Homeowners ordered memorial to dead teen removed, family says
The mother of a Costa Mesa teenager killed in a car crash this week said a resident near the site ordered her to take down the makeshift memorial she and others built in his memory.
Monica Soto, whose son, Luis Adrian Torres, 19, died in a wreck early Sunday morning, said a woman from the neighborhood homeowners association demanded Tuesday that the memorial be removed. Soto said the woman told her that the crash site, a street median, belongs to the association and is private property.
“She wanted it taken away or she was going to call the police or have someone throw everything away,” Soto said.
Soto said a Costa Mesa police officer later arrived at the scene and politely asked relatives and friends to remove the items from the base of the tree on Susan Street near Sunflower Avenue that was struck by Torres. A spokesman for the Costa Mesa Police Department was unaware of residents’ request to involve a police officer.
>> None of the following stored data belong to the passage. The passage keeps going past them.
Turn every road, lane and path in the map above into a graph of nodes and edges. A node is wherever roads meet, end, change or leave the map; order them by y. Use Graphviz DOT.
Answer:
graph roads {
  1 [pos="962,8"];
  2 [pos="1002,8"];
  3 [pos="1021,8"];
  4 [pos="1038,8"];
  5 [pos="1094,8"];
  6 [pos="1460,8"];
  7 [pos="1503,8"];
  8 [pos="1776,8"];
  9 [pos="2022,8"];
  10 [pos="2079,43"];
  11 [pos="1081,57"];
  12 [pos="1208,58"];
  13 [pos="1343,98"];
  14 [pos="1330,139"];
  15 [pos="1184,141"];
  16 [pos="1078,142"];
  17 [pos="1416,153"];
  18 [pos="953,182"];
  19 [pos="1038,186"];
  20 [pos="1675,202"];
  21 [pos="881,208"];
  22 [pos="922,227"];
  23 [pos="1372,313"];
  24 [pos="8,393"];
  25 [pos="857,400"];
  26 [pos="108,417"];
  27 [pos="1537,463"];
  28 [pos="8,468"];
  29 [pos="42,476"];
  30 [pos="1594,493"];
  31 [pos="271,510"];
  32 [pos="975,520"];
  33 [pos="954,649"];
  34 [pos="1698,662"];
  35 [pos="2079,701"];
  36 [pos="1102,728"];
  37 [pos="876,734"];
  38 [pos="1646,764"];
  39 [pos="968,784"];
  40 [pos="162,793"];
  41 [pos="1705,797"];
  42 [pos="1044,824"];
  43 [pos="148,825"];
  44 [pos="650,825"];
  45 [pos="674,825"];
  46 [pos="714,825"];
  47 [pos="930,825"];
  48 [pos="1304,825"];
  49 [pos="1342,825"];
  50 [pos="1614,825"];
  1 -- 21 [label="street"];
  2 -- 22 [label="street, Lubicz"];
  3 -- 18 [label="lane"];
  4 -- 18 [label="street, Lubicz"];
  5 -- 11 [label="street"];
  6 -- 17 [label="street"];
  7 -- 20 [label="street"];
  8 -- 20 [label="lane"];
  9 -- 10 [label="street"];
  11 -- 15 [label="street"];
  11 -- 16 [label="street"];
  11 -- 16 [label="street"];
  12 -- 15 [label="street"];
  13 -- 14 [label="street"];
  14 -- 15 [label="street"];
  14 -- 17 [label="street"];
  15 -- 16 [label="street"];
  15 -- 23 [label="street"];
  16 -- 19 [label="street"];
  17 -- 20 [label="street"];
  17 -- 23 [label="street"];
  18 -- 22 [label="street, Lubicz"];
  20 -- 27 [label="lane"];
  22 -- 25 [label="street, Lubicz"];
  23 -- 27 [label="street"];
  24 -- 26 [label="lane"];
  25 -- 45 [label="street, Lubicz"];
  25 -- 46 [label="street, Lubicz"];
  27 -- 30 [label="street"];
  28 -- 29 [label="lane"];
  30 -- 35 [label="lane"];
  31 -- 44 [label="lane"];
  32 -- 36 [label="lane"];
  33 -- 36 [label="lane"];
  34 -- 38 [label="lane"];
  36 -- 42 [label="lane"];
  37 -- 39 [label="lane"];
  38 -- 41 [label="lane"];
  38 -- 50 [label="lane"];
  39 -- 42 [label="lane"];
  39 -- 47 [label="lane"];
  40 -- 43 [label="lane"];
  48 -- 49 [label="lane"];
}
The family members complied with the directive but say the site was the right place for them to express their grief.
“I haven’t seen my boy, and that was the only place I felt like I was close to him,” Soto said. “And when they did that, I said, ‘How can people be so heartless? Haven’t they ever lost a loved one?’ ”
“This is where loved ones gather to say goodbye,” family friend Mary Sanders Thomas said. “It has not even been 48 hours since this took place. How can one ask a mother to do this when she just lost her child? This was not trash on the street.”
Torres’ relatives said they put everything they could manage into their car and have since reassembled a new memorial in their garage. They are keeping it private.
In the two days after Torres’ death, family and friends had gathered at the crash site, slowly amassing a collection of flowers, candles and other mementos around the tree struck by Torres’ 1990 Jaguar XJ-6.
The memorial was on property in Providence Park, a residential neighborhood of town homes and detached single-family houses.
Marshall Krupp, a former city council candidate who lives in Providence Park, said that when he saw Wednesday morning that the memorial had been taken down, he contacted his neighborhood’s Irvine-based management company, Keystone Pacific Property Management.
Krupp said he was told that neither the homeowners association board nor Keystone had directed that the memorial be removed.
“I don’t know anyone else in the association who would’ve done it,” Krupp said.
Krupp said that, having seeing the aftermath of the crash first-hand, it was “very disrespectful for anyone to have required the removal of that memorial.”
“I’m very disappointed, and there’s a part of me that’s angry .... At a minimum, it should have been left up for at least 30 days. I would’ve supported that as a past president of the board.”
He added that there may have been a safety concern with the burning candles at the memorial site, which is near shrubbery.